[Opening Data for this task section]

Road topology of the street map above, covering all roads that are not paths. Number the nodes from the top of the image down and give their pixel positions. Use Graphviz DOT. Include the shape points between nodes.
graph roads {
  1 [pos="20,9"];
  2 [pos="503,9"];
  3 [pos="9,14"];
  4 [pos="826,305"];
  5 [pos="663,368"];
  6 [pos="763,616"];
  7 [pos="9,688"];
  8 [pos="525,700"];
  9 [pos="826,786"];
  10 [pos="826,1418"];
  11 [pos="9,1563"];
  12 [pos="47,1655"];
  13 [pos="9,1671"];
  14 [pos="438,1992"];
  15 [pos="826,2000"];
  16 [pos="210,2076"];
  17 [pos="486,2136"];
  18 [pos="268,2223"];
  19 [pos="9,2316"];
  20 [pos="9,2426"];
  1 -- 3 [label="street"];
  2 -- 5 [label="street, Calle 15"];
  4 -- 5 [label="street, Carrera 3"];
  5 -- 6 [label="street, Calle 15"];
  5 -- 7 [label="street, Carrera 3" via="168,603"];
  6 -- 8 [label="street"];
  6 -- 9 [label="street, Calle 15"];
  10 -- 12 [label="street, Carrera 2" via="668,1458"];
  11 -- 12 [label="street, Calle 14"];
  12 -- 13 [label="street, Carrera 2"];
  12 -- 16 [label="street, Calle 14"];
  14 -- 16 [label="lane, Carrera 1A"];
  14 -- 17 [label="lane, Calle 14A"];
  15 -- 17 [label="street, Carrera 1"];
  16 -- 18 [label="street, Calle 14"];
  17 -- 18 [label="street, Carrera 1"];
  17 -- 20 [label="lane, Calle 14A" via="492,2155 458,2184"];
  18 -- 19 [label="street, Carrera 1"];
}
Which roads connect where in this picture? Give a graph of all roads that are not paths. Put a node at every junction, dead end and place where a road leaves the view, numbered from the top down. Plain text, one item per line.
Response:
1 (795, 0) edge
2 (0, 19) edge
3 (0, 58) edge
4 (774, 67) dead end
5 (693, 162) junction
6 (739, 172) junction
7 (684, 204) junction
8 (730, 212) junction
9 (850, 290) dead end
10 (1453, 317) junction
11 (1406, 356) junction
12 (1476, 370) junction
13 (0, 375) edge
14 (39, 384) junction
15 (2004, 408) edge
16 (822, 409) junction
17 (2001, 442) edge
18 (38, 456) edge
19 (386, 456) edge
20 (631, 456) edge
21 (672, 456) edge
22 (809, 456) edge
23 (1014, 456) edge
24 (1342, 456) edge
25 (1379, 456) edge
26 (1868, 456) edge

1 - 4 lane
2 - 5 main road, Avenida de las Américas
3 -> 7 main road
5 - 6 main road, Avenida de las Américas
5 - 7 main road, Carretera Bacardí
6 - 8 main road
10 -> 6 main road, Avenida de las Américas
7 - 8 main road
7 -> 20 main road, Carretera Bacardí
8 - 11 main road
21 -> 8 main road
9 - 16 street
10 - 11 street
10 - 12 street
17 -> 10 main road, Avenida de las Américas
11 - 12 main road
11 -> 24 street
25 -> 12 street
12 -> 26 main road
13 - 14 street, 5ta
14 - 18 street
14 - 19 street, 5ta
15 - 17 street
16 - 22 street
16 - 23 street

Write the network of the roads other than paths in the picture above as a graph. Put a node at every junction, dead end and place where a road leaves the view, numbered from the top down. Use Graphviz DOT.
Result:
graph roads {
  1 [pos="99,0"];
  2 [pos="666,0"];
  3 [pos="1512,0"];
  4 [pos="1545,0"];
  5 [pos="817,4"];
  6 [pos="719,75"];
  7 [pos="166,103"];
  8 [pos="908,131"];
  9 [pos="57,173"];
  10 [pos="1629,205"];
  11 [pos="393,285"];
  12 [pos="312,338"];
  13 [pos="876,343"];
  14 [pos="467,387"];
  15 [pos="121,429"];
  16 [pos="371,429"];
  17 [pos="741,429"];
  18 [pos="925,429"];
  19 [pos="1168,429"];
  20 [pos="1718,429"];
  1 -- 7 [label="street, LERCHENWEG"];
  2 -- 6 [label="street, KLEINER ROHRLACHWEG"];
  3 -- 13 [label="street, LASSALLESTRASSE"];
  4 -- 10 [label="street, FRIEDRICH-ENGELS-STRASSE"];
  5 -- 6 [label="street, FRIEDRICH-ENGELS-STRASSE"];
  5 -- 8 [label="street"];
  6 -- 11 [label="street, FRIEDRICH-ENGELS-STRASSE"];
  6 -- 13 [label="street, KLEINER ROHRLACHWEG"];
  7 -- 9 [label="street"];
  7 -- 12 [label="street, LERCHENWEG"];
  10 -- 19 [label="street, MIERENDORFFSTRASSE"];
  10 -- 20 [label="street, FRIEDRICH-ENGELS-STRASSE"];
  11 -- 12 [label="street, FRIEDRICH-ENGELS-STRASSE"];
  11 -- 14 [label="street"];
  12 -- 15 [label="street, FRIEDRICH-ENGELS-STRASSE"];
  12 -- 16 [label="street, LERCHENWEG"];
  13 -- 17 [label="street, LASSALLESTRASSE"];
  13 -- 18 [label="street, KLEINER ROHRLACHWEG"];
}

[Closing Data for this task section]

What needs to be done>
This exercise calls for the entries to be restated exactly.

Task output>
Road topology of the street map above, covering all roads that are not paths. Number the nodes from the top of the image down and give their pixel positions. Use Graphviz DOT. Include the shape points between nodes.
graph roads {
  1 [pos="20,9"];
  2 [pos="503,9"];
  3 [pos="9,14"];
  4 [pos="826,305"];
  5 [pos="663,368"];
  6 [pos="763,616"];
  7 [pos="9,688"];
  8 [pos="525,700"];
  9 [pos="826,786"];
  10 [pos="826,1418"];
  11 [pos="9,1563"];
  12 [pos="47,1655"];
  13 [pos="9,1671"];
  14 [pos="438,1992"];
  15 [pos="826,2000"];
  16 [pos="210,2076"];
  17 [pos="486,2136"];
  18 [pos="268,2223"];
  19 [pos="9,2316"];
  20 [pos="9,2426"];
  1 -- 3 [label="street"];
  2 -- 5 [label="street, Calle 15"];
  4 -- 5 [label="street, Carrera 3"];
  5 -- 6 [label="street, Calle 15"];
  5 -- 7 [label="street, Carrera 3" via="168,603"];
  6 -- 8 [label="street"];
  6 -- 9 [label="street, Calle 15"];
  10 -- 12 [label="street, Carrera 2" via="668,1458"];
  11 -- 12 [label="street, Calle 14"];
  12 -- 13 [label="street, Carrera 2"];
  12 -- 16 [label="street, Calle 14"];
  14 -- 16 [label="lane, Carrera 1A"];
  14 -- 17 [label="lane, Calle 14A"];
  15 -- 17 [label="street, Carrera 1"];
  16 -- 18 [label="street, Calle 14"];
  17 -- 18 [label="street, Carrera 1"];
  17 -- 20 [label="lane, Calle 14A" via="492,2155 458,2184"];
  18 -- 19 [label="street, Carrera 1"];
}
Which roads connect where in this picture? Give a graph of all roads that are not paths. Put a node at every junction, dead end and place where a road leaves the view, numbered from the top down. Plain text, one item per line.
Response:
1 (795, 0) edge
2 (0, 19) edge
3 (0, 58) edge
4 (774, 67) dead end
5 (693, 162) junction
6 (739, 172) junction
7 (684, 204) junction
8 (730, 212) junction
9 (850, 290) dead end
10 (1453, 317) junction
11 (1406, 356) junction
12 (1476, 370) junction
13 (0, 375) edge
14 (39, 384) junction
15 (2004, 408) edge
16 (822, 409) junction
17 (2001, 442) edge
18 (38, 456) edge
19 (386, 456) edge
20 (631, 456) edge
21 (672, 456) edge
22 (809, 456) edge
23 (1014, 456) edge
24 (1342, 456) edge
25 (1379, 456) edge
26 (1868, 456) edge

1 - 4 lane
2 - 5 main road, Avenida de las Américas
3 -> 7 main road
5 - 6 main road, Avenida de las Américas
5 - 7 main road, Carretera Bacardí
6 - 8 main road
10 -> 6 main road, Avenida de las Américas
7 - 8 main road
7 -> 20 main road, Carretera Bacardí
8 - 11 main road
21 -> 8 main road
9 - 16 street
10 - 11 street
10 - 12 street
17 -> 10 main road, Avenida de las Américas
11 - 12 main road
11 -> 24 street
25 -> 12 street
12 -> 26 main road
13 - 14 street, 5ta
14 - 18 street
14 - 19 street, 5ta
15 - 17 street
16 - 22 street
16 - 23 street

Write the network of the roads other than paths in the picture above as a graph. Put a node at every junction, dead end and place where a road leaves the view, numbered from the top down. Use Graphviz DOT.
Result:
graph roads {
  1 [pos="99,0"];
  2 [pos="666,0"];
  3 [pos="1512,0"];
  4 [pos="1545,0"];
  5 [pos="817,4"];
  6 [pos="719,75"];
  7 [pos="166,103"];
  8 [pos="908,131"];
  9 [pos="57,173"];
  10 [pos="1629,205"];
  11 [pos="393,285"];
  12 [pos="312,338"];
  13 [pos="876,343"];
  14 [pos="467,387"];
  15 [pos="121,429"];
  16 [pos="371,429"];
  17 [pos="741,429"];
  18 [pos="925,429"];
  19 [pos="1168,429"];
  20 [pos="1718,429"];
  1 -- 7 [label="street, LERCHENWEG"];
  2 -- 6 [label="street, KLEINER ROHRLACHWEG"];
  3 -- 13 [label="street, LASSALLESTRASSE"];
  4 -- 10 [label="street, FRIEDRICH-ENGELS-STRASSE"];
  5 -- 6 [label="street, FRIEDRICH-ENGELS-STRASSE"];
  5 -- 8 [label="street"];
  6 -- 11 [label="street, FRIEDRICH-ENGELS-STRASSE"];
  6 -- 13 [label="street, KLEINER ROHRLACHWEG"];
  7 -- 9 [label="street"];
  7 -- 12 [label="street, LERCHENWEG"];
  10 -- 19 [label="street, MIERENDORFFSTRASSE"];
  10 -- 20 [label="street, FRIEDRICH-ENGELS-STRASSE"];
  11 -- 12 [label="street, FRIEDRICH-ENGELS-STRASSE"];
  11 -- 14 [label="street"];
  12 -- 15 [label="street, FRIEDRICH-ENGELS-STRASSE"];
  12 -- 16 [label="street, LERCHENWEG"];
  13 -- 17 [label="street, LASSALLESTRASSE"];
  13 -- 18 [label="street, KLEINER ROHRLACHWEG"];
}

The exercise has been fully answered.